ANGEL
François Ozon, França/Inglaterra/Bélgica, 2007

A curta porém já numerosa carreira de François Ozon tem um paradoxo dos mais curiosos. Ele construiu sua fama, ganhou espaço nos festivais e na mente das pessoas pelo mundo todo muito antes de ter sequer sido verdadeiramente compreendido. Seu cinema já foi confundido com muita coisa, de um naturalismo fortemente encenado ao de artesão num mundo de autores, pelo constante tráfego de gêneros. Naturalista, decerto, é algo que Ozon não é. A sua faceta foi sendo desvendada aos poucos, entre os acertos e erros, modulações e emulações. O Amor em Cinco Tempos é o marco definitivo de sua carreira, um filme inteiramente dedicado à construção de uma imagem, que nasce e morre por si, fatalmente falsa como o filme todo revela, mas ainda assim absolutamente verdadeira. É a partir daí que finalmente pôde se compreender um filme de Ozon. É maneirismo puro. E daí surge a urgência de se reavaliar, sob esta perspectiva agora mais evidente sua obra, até mesmo um filme a priori intolerável como Swimming Pool.

Angel é mais um mergulho nesse delírio do cinema, de braços abertos, sem medo de errar. É um filme de tom completamente acima do normal, que funciona como uma espécie de conto de fadas kitsch. É um conto de fadas absolutamente errado na medida em que não há a torcida óbvia pela protagonista, já que o filme abdica da noção de simpatia com os personagens. Eles são estranhos, egoístas, mergulhados dentro de suas próprias loucuras, uns soam mais sãos que outros, como o de Sam Neill, mas no fundo são tão solitários, e até mesmo amargurados, quanto Angel. Ozon nos força a acompanhá-los nesta jornada épica, cheia de elipses pela história – uma história que diz respeito muito mais a sua noção interna de cinema do que a história do mundo em si – carregada pela fatalidade. A construção estrutural da narrativa deste filme é particularmente única, pois possui um ritmo incrivelmente bem composto. É incomparável em sua ferocidade no contar daquelas imagens, se articulando diretamente ao conceito visual extravagante.

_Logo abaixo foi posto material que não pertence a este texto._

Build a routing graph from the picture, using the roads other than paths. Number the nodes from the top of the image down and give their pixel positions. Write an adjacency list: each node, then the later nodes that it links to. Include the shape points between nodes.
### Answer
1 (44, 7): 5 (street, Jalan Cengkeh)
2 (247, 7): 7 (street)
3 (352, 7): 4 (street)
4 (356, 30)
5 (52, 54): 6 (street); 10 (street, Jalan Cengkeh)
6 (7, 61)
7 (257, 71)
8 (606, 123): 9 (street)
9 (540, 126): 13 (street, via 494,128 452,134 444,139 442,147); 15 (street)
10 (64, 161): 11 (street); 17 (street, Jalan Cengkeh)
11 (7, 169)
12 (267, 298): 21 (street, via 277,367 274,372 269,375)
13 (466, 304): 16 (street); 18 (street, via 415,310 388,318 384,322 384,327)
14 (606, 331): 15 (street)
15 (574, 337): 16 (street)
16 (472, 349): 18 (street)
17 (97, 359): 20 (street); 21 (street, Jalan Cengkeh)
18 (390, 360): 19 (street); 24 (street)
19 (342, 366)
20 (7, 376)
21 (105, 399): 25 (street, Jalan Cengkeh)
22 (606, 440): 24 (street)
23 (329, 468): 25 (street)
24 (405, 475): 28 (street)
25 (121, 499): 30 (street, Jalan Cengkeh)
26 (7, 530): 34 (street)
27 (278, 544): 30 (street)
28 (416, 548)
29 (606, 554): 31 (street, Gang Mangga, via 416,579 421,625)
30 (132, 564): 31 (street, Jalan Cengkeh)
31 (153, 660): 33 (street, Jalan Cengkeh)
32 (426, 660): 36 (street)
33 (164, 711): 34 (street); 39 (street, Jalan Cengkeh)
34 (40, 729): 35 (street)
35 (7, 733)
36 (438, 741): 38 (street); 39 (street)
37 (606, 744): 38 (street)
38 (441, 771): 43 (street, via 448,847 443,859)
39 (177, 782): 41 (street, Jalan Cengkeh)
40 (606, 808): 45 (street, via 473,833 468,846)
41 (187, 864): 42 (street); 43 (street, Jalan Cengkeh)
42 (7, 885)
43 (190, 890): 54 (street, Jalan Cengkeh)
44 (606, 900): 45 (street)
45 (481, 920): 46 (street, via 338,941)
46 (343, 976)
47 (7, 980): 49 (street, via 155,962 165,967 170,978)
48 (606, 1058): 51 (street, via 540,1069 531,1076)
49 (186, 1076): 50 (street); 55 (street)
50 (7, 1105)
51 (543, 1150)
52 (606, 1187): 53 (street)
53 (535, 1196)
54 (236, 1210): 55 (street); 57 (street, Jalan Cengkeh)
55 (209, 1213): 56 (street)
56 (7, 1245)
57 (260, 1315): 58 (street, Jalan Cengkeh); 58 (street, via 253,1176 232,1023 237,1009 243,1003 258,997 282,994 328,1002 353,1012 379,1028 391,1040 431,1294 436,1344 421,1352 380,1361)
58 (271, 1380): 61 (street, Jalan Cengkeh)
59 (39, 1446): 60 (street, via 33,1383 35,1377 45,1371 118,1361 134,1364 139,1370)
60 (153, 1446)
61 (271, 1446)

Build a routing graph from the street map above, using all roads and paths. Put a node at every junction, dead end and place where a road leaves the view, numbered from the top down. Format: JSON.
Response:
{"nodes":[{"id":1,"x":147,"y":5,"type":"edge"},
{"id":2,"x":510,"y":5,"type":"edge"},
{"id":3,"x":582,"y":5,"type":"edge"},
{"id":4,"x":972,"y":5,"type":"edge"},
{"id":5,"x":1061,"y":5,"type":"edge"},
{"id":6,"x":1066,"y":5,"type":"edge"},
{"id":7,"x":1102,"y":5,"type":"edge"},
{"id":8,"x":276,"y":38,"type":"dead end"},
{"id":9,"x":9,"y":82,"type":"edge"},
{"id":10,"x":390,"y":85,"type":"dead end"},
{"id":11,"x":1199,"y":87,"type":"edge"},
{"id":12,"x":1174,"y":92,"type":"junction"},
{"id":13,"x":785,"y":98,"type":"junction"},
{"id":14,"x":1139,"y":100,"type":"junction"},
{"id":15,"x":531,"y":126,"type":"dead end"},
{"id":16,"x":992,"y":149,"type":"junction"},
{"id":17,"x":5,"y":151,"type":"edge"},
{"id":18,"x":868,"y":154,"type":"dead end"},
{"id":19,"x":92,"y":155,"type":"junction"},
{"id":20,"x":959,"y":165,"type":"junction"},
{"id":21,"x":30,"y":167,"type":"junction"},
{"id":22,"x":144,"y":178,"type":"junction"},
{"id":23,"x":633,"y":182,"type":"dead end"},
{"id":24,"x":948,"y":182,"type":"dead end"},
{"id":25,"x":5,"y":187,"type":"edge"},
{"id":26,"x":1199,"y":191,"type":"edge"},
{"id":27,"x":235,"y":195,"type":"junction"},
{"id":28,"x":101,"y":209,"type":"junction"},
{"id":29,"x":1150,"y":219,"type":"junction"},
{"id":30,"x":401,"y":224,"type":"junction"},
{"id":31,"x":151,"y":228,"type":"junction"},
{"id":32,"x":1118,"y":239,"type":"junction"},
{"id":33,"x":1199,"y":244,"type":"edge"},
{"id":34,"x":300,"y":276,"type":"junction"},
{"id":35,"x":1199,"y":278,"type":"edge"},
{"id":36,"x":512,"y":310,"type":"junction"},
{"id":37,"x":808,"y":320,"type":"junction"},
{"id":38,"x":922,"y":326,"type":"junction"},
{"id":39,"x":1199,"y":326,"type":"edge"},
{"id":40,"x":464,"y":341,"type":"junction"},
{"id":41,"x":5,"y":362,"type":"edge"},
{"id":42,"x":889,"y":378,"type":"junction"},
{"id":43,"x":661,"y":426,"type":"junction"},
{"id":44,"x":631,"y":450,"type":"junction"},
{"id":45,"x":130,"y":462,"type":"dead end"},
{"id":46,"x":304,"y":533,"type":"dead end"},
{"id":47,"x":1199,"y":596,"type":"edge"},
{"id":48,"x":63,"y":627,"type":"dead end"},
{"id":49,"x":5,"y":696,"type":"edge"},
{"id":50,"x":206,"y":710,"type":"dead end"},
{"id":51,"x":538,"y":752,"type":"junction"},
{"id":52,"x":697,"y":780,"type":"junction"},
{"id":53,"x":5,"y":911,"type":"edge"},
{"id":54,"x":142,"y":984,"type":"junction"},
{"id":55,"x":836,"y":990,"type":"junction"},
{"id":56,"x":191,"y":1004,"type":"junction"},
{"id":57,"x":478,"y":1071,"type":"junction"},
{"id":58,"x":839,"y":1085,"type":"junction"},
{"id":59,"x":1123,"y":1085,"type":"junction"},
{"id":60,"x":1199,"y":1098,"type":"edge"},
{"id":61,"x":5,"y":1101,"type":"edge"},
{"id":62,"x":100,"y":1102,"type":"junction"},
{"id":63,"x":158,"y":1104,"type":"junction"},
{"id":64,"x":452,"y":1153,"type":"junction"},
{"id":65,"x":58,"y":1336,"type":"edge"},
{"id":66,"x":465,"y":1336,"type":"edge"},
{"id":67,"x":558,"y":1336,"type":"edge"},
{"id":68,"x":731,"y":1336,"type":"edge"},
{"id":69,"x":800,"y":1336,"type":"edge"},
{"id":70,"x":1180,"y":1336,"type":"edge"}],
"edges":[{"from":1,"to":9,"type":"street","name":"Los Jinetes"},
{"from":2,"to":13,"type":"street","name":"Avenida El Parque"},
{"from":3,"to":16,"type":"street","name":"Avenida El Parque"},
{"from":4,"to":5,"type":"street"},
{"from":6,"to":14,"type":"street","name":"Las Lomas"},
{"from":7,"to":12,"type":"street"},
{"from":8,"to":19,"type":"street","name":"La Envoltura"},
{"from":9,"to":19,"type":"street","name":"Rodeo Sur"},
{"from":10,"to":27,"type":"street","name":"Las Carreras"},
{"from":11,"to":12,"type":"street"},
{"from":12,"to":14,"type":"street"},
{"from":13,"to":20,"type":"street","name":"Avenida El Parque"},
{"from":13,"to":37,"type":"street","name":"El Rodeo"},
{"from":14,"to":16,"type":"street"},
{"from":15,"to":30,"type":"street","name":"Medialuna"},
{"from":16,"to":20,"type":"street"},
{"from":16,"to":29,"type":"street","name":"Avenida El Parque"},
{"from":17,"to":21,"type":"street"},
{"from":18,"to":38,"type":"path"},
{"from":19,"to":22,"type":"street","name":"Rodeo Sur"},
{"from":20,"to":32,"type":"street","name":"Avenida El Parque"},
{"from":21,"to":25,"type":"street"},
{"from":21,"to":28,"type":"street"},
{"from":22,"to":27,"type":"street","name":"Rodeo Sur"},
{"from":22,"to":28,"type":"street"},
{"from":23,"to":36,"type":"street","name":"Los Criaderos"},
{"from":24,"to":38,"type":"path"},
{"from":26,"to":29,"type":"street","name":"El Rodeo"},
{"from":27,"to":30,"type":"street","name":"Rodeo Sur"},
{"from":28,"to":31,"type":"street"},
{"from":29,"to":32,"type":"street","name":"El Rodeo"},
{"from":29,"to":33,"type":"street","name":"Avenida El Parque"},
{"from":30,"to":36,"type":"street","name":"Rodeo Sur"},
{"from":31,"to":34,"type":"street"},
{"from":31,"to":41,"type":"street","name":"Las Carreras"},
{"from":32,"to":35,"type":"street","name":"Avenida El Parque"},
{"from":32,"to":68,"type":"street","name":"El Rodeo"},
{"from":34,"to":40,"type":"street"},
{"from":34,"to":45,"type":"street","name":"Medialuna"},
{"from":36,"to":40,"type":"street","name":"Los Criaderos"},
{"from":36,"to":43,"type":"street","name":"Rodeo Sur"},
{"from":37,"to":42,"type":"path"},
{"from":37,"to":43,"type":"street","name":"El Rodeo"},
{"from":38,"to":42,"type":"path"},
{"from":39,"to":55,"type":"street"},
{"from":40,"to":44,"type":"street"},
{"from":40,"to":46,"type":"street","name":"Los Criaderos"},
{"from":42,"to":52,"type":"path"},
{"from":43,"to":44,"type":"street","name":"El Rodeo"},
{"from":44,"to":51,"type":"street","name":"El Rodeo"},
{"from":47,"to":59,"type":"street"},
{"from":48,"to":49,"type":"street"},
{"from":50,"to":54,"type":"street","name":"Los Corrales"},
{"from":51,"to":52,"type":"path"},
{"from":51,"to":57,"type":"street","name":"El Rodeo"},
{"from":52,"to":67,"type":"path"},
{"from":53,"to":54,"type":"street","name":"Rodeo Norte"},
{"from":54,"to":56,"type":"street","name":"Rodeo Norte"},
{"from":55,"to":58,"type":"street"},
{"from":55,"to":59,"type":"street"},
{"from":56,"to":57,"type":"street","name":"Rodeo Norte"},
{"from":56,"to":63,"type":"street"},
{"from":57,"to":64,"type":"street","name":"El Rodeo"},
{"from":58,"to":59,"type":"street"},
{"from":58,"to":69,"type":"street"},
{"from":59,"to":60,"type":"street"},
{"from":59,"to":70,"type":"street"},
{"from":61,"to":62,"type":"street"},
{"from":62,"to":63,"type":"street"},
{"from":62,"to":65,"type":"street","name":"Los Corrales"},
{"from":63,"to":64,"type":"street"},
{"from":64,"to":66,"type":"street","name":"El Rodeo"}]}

A mais costumeira das associações que Ozon recebe é com Fassbinder. É algo que sempre fez sentido, e que se articula muito bem com esta idéia de maneirismo evidente que o cinema de Ozon assume para si. Mas é por vezes usada num tom errado, como se Ozon acreditasse que fosse Fassbinder. É errado, porque entre outros exageros, seu cinema é menos decalcado de Fassbinder do que decalcado de um espírito que a obra de Fassbinder também possuía. Uma noção de retrabalhar os códigos do cinema, os gêneros, todos a sua forma, num outro tempo. É o mesmo que associar Todd Haynes a Fassbinder de forma indissociável – a relação entre eles é profunda, mas em certa instância apenas. Angel não é uma tentativa de um melodrama, ao menos não no sentido clássico do termo – as noções de cinema de Ozon pertencem a outro tempo. Se ele o é de alguma forma, é pela recodificação do gênero, pois aquilo que está na imagem é um filme sobre o cinema e o melodrama como artifícios visuais, e não um melodrama em si.

Angel talvez seja o filme de Ozon onde suas raízes maneiristas fiquem mais evidentes. É um filme aberto, corajoso ao se arriscar em ser tão franco em sua proposta. Se O Amor em Cinco Tempos era inteiro a construção daquela imagem, Angel é todo essa imagem. A face de um maneirismo que é a falsidade mais perfeita de uma imagem que existe apenas como cinema. Numa analogia contemporânea, Angel é o oposto perfeito de Le Voyage du ballon rouge, como apontado por Luiz Carlos Oliveira Jr. em sua crítica do filme de Hou Hsiao-Hsein: o filme de Ozon é um retângulo que se completa em si. Sua narrativa over, as cores berrantes, palácios, o fundo falso por trás do carro, o “paraíso” – é um cinema materialista, evidentemente. Um cinema onde a mentira, a falsidade da imagem, está sempre no centro. Um cinema deliciosamente fascinante.